Em termos econômicos, o cálculo é simples. O volume de recursos que empresas e pessoas físicas abastadas se dispõem a doar não cresceu muito. Com a crise europeia, quiça tenha diminuído. Em consequência, o bolo que sobra para as candidaturas será menor, caso o número de postulantes cresça. Não há recursos para manter PT, DEM, PP, PSDB, PMDB, PSB, PCdoB, PTB e PDT numa disputa à vera.

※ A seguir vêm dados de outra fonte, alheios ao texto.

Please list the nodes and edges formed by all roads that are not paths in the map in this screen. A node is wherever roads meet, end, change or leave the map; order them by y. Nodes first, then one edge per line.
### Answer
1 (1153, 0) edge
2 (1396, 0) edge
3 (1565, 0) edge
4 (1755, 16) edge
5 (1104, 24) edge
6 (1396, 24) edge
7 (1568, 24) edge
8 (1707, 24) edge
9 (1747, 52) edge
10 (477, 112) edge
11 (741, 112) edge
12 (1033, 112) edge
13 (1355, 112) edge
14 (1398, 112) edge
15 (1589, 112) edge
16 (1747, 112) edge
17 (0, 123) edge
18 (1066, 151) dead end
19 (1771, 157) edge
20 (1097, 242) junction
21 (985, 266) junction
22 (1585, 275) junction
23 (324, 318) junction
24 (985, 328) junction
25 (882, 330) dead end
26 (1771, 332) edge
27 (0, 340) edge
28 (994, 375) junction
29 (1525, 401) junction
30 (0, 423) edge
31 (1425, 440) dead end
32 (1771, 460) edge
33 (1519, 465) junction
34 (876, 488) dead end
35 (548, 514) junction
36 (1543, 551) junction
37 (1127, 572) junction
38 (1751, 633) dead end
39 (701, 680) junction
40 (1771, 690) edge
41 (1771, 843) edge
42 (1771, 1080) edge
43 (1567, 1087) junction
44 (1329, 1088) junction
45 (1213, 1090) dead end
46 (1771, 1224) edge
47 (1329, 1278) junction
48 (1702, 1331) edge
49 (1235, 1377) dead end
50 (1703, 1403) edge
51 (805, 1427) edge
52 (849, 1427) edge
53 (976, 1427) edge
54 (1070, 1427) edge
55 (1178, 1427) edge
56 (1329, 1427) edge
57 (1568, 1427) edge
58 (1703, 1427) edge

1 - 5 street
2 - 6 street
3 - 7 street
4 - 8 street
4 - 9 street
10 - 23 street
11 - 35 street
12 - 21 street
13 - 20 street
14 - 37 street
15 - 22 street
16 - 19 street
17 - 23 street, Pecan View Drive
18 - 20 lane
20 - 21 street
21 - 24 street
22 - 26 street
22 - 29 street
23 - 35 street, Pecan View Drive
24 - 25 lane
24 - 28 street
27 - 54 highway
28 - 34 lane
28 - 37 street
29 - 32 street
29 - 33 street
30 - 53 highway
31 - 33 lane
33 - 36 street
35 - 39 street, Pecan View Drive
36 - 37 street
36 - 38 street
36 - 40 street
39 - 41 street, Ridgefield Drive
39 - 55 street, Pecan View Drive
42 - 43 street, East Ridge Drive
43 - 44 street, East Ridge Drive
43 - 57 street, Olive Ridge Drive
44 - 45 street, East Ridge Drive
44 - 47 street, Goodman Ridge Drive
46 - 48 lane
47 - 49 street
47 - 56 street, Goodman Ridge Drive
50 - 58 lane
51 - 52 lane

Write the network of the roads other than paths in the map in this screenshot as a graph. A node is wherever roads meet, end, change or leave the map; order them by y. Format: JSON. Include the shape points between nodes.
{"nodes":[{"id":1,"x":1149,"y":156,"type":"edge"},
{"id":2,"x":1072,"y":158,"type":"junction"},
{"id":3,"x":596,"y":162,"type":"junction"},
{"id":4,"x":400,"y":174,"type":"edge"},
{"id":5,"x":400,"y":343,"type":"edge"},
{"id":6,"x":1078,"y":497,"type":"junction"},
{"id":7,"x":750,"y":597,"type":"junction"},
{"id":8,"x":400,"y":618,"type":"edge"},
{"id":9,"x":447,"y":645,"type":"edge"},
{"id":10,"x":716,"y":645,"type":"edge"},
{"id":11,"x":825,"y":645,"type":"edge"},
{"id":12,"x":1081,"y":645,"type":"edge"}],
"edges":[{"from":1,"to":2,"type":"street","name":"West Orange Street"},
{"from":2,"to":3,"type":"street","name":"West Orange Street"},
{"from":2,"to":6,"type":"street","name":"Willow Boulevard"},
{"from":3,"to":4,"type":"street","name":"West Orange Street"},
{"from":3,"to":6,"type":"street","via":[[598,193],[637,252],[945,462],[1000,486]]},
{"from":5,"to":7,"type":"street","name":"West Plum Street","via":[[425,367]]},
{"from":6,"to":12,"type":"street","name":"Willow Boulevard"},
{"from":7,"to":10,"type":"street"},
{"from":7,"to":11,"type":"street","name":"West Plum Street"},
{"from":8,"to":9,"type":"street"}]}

Das duas uma: ou a quantia para candidatura decresce de forma uniforme ou os doadores de campanha vão escolhar duas, três a - sendo muito otimista - quatro candidaturas, e o resto ficará pedindo esmola na igreja. A segunda opção é a mais provável. Já ha uma percepção que a eleição, na capital baiana, ficará entre Pellegrino (PT), ACM Neto (DEM) ou João Leão (PP). Não fecharia as apostas nestes três, mas vejo com mais clareza uma disputa em torno de um trio sobre quem jorrará a maior quantidade dos recursos. Financiamento público de campanha seria uma solução mais democrática? Talvez, mas certamente não sairá no atual pleito. É mais lúcido enfrentar as urnas agora ciente da realidade em que o jogo está sendo jogado.